Author Review: Eleanor Alice Burford Hibbert

I’d never heard of Eleanor Alice Burford Hibbert until I prepared to write this author review, but I had certainly heard of Victoria Holt, Jean Plaidy, and Phillippa Carr. I knew they were all the same woman, but I didn’t know who that woman was until I looked it up.

Eleanor Alice Burford was born in Kensington in 1906. She learned how to read at the age of four and devoured every book she could find. She had inherited her love of reading from her father, himself a bibliophile. She attended a business college and learned secretarial skills, being put into the work force to help support her family through a difficult time.

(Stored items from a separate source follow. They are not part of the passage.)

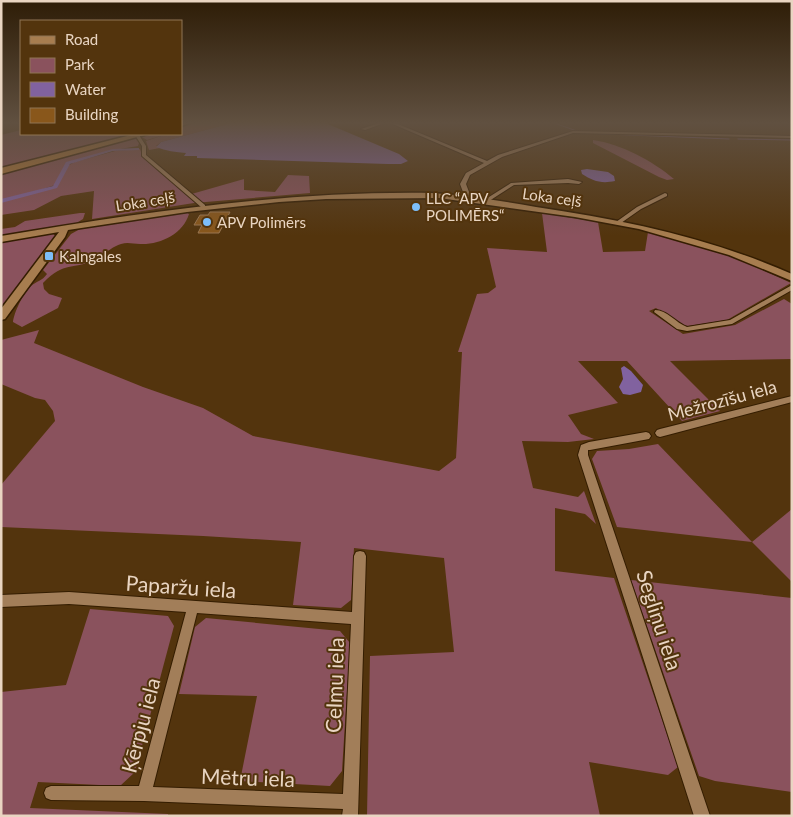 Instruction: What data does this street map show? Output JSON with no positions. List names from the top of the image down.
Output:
{
  "streets": {
    "main road": ["Loka ceļš"],
    "street": [
      "Mežrozīšu iela",
      "Paparžu iela",
      "Segliņu iela",
      "Celmu iela",
      "Ķērpju iela",
      "Mētru iela"
    ]
  },
  "crossings": [
    ["Paparžu iela", "Celmu iela"],
    ["Paparžu iela", "Ķērpju iela"],
    ["Celmu iela", "Mētru iela"],
    ["Ķērpju iela", "Mētru iela"]
  ],
  "places": {
    "other": ["LLC “APV POLIMĒRS“", "APV Polimērs"],
    "transit": ["Kalngales"]
  },
  "legend": [
    "Road",
    "Park",
    "Water",
    "Building"
  ]
} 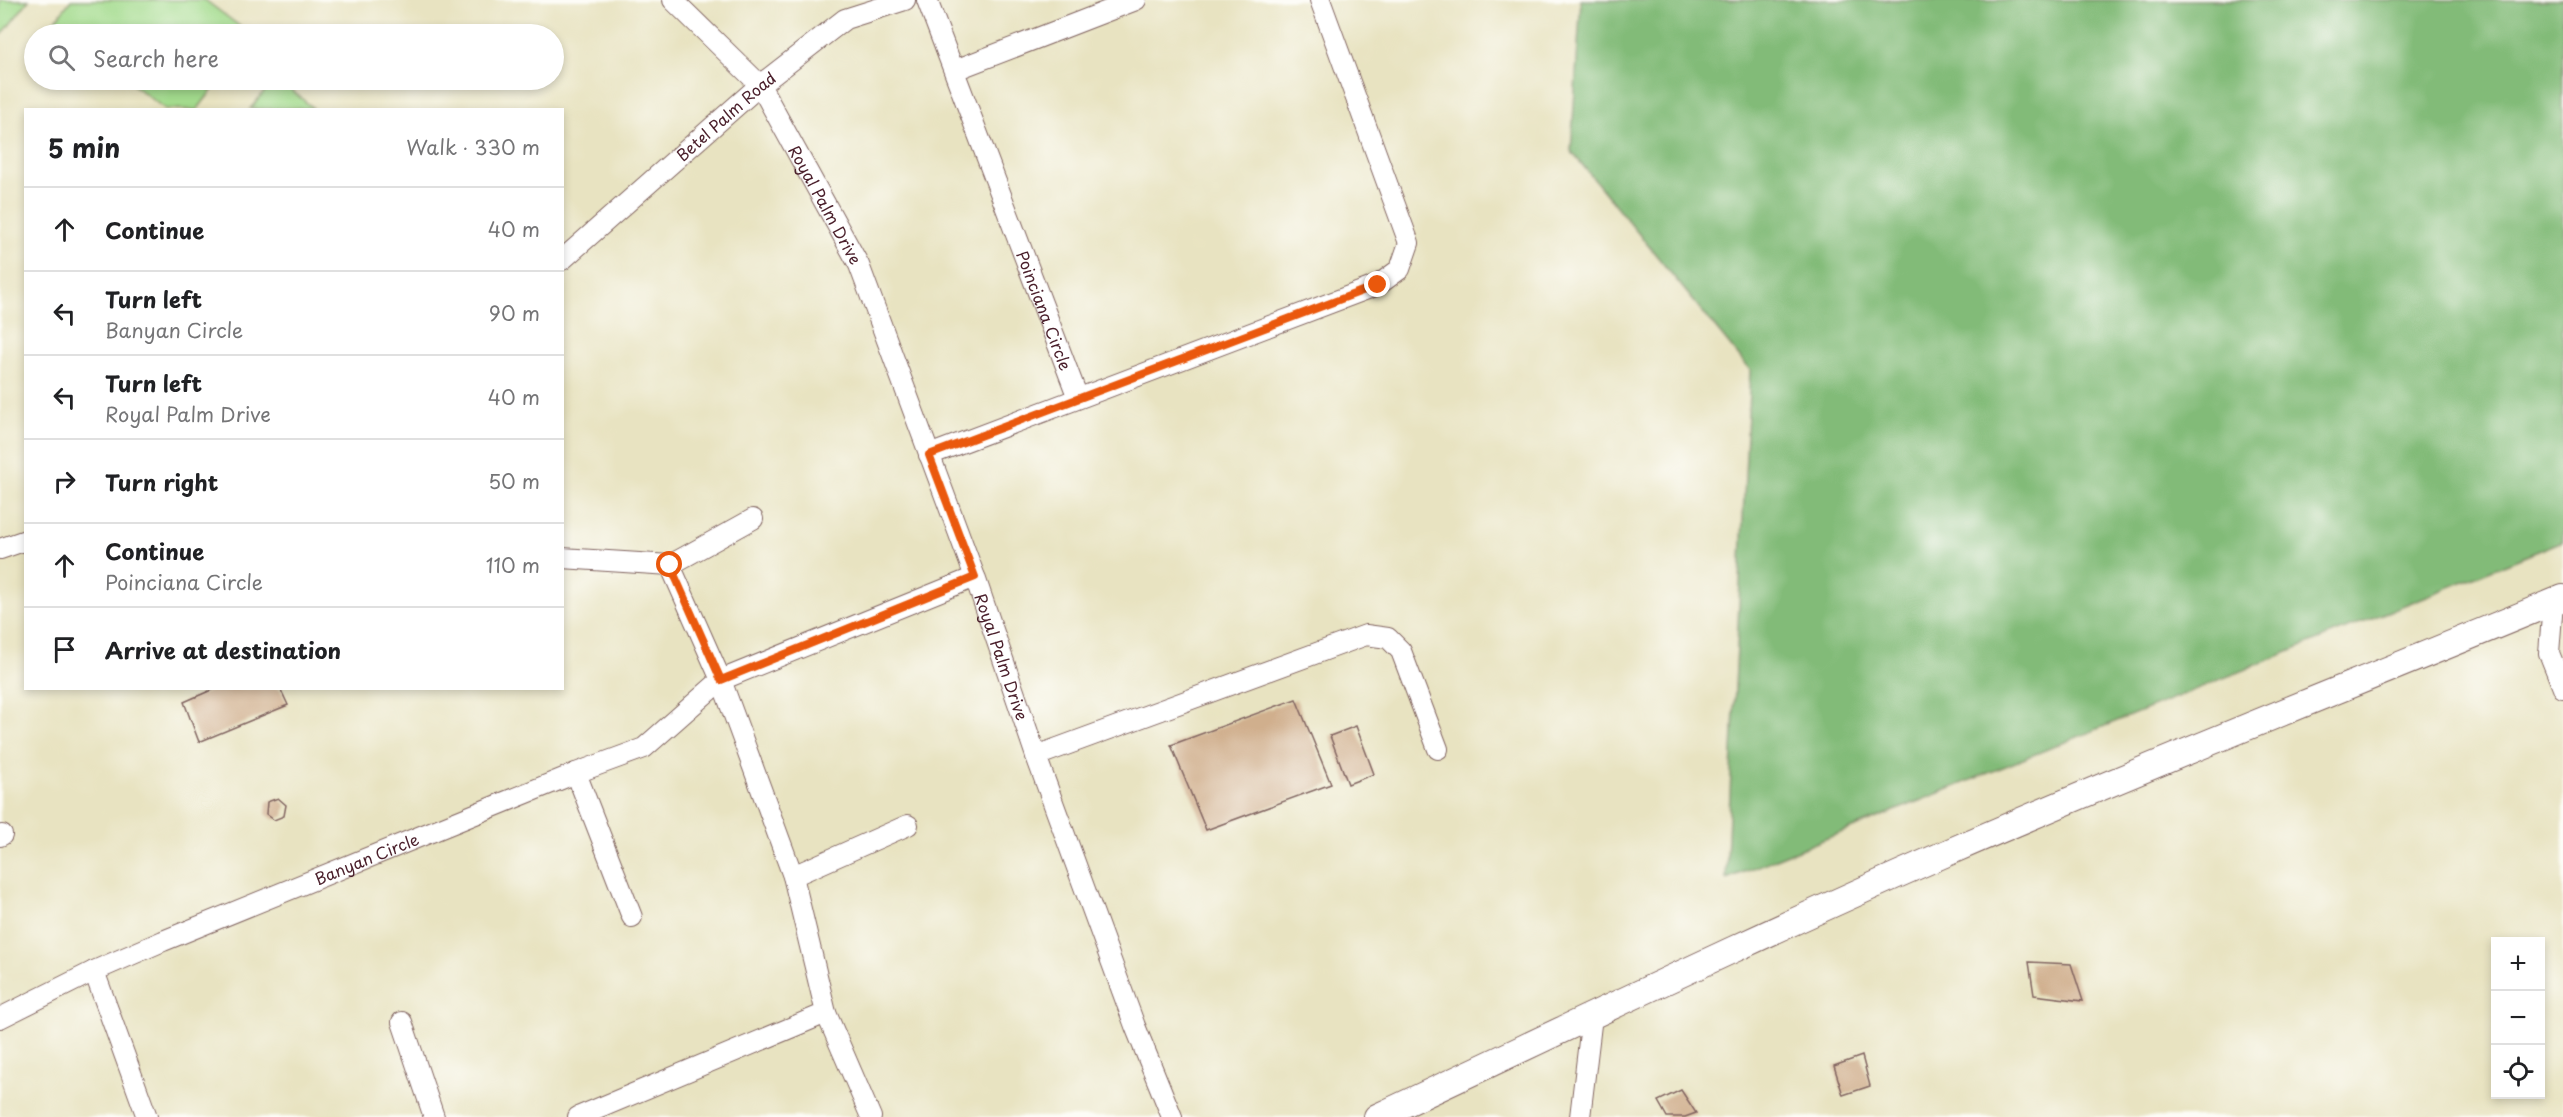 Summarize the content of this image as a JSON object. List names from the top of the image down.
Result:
{
  "streets": {
    "street": [
      "Betel Palm Road",
      "Royal Palm Drive",
      "Poinciana Circle",
      "Banyan Circle"
    ]
  },
  "crossings": [
    ["Betel Palm Road", "Royal Palm Drive"],
    ["Royal Palm Drive", "Banyan Circle"]
  ],
  "page": {
    "search": "Search here",
    "heading": ["5 min", "Walk · 330 m"],
    "list": [
      ["Continue", "40 m"],
      ["Turn left", "Banyan Circle", "90 m"],
      ["Turn left", "Royal Palm Drive", "40 m"],
      ["Turn right", "50 m"],
      ["Continue", "Poinciana Circle", "110 m"],
      "Arrive at destination"
    ],
    "map_buttons": ["+", "−"]
  }
}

When she met and married George Percival Hibbert, she realized that her circumstances would now allow her to write, something she had wanted to do her entire life. Goodbye, secretary job.

Eleanor went on to write over two hundred novels. That astounds me! As she moved around from genre to genre, she changed her name to keep the readers straight, and because of this, many readers didn’t realize the books were all written by the same person. I know I didn’t.

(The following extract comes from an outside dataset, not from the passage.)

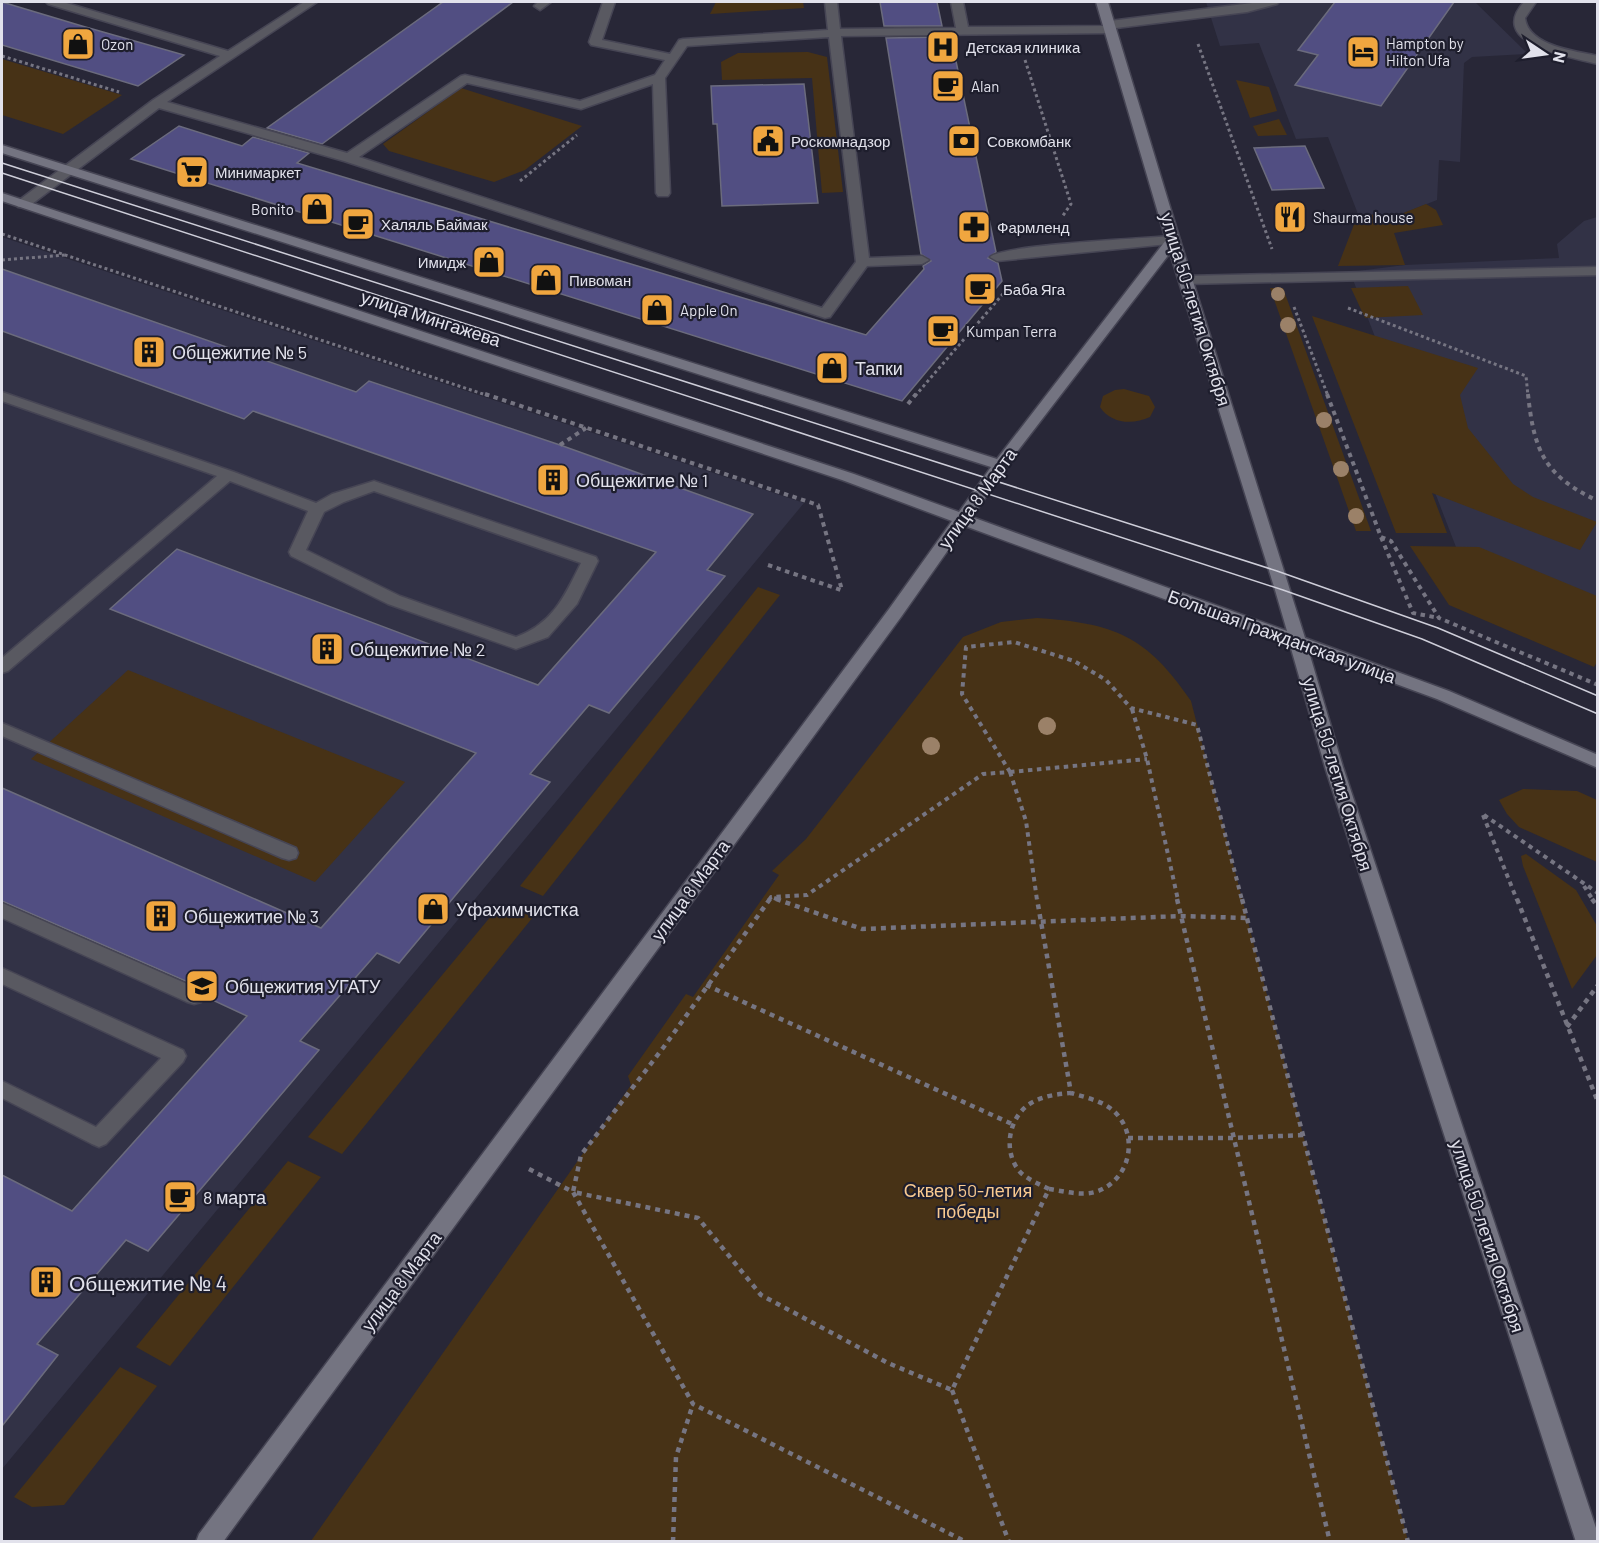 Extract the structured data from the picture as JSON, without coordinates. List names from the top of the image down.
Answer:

She wrote thirty-two novels as Eleanor Burford, simply her maiden name. Some of the books published under this name were “Daughter of Anna,” 1941, and and “Passionate Witness,” 1941.

She also took on the name of Jean Plaidy, publishing such books as “Beyond the Blue Mountains,” 1948, and “The Goldsmith’s Wife,” 1950. She came out with eighty-five novels under this name, which is highly impressive on its own merits but when you take into consideration that these are her most historical and must have required a great deal of research . . . wow.

When she wrote as Elbur Ford, she published five books, not the least of which are “Poison in Pimlico,” 1950, and “The Flesh and the Devil,” 1950.
Pen name Kathleen Kellow graced us with eight novels, and Ellalice Tate provided five, while Anna Percivel only came out with one. However, as Victoria Holt, she wrote thirty-three, and it was as Holt that I first became acquainted with this lady. My favorites her are “Mistress of Mellyn” and “Mask of the Enchantress.” Next to Jean Plaidy, this is probably Eleanor’s most famous personae. Only slightly less well-known is Philippa Carr, who provided us with twenty-two books of her own.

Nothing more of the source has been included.